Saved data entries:
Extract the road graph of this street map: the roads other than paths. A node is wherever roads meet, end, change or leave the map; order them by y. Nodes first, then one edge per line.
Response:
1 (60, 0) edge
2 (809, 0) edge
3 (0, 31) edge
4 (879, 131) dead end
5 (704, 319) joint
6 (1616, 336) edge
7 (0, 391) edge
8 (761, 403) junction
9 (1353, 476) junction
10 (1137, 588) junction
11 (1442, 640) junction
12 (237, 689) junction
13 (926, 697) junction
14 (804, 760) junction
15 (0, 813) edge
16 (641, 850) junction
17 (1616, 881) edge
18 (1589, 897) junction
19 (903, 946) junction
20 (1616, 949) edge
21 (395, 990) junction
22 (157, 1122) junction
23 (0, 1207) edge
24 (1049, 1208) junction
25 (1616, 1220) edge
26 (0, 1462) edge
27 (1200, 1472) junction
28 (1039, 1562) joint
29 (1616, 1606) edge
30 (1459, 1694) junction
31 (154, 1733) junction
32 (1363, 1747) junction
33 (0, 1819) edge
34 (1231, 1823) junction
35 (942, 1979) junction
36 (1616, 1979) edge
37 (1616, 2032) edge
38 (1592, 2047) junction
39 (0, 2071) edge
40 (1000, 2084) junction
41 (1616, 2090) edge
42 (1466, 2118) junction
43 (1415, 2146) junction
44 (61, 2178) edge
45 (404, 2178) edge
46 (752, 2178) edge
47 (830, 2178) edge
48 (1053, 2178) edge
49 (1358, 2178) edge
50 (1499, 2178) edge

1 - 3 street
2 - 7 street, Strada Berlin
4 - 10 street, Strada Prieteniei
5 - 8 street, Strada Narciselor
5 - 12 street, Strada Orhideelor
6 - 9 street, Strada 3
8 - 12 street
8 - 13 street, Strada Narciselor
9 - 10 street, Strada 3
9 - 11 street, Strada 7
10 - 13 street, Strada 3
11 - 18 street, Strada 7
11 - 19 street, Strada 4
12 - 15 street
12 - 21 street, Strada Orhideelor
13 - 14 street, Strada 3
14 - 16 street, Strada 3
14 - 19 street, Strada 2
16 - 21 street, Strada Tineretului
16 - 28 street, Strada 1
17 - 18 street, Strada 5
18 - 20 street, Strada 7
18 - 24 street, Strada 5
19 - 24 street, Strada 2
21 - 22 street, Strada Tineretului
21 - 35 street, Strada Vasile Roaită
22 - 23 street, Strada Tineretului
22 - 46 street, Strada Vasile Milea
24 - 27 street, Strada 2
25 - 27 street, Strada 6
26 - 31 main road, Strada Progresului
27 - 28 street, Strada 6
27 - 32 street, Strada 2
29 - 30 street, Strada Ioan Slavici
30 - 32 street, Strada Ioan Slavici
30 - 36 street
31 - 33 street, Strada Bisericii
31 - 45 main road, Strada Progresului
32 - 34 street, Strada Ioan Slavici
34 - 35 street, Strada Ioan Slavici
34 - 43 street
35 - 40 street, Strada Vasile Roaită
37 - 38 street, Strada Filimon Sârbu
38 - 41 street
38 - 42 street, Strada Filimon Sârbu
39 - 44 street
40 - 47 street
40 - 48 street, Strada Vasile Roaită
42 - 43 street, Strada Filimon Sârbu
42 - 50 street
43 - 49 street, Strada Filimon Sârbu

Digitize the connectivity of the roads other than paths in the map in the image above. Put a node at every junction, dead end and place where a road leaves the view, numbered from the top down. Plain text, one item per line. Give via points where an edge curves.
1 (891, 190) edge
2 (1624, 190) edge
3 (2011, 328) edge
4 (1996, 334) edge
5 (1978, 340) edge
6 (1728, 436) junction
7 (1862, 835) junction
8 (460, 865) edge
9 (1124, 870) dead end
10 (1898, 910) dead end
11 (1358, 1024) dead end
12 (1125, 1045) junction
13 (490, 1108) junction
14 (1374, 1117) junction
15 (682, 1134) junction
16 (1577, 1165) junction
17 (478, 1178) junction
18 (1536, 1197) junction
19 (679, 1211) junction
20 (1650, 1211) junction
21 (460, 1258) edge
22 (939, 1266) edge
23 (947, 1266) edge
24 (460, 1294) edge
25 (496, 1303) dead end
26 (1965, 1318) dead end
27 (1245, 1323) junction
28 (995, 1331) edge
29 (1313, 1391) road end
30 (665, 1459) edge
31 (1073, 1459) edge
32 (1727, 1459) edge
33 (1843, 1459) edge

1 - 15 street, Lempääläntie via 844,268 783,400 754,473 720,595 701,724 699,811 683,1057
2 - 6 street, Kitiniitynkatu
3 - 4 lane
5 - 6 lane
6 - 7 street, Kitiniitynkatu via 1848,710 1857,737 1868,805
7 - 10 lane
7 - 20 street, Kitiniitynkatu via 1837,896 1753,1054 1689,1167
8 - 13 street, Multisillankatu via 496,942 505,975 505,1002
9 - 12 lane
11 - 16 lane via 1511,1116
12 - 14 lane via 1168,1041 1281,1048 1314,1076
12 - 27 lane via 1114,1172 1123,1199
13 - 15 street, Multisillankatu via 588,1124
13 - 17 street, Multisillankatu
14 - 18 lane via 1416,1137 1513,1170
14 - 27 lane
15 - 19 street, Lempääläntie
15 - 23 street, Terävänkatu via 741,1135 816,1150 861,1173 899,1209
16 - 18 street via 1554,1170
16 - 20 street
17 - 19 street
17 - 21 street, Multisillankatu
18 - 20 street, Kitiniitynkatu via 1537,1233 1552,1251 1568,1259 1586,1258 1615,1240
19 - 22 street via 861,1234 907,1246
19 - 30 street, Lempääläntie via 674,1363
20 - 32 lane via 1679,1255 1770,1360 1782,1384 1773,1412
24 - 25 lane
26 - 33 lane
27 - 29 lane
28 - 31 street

Your instructions.
Work out how many lines of the data above hold the word "node", and write only the count.

Solution.
2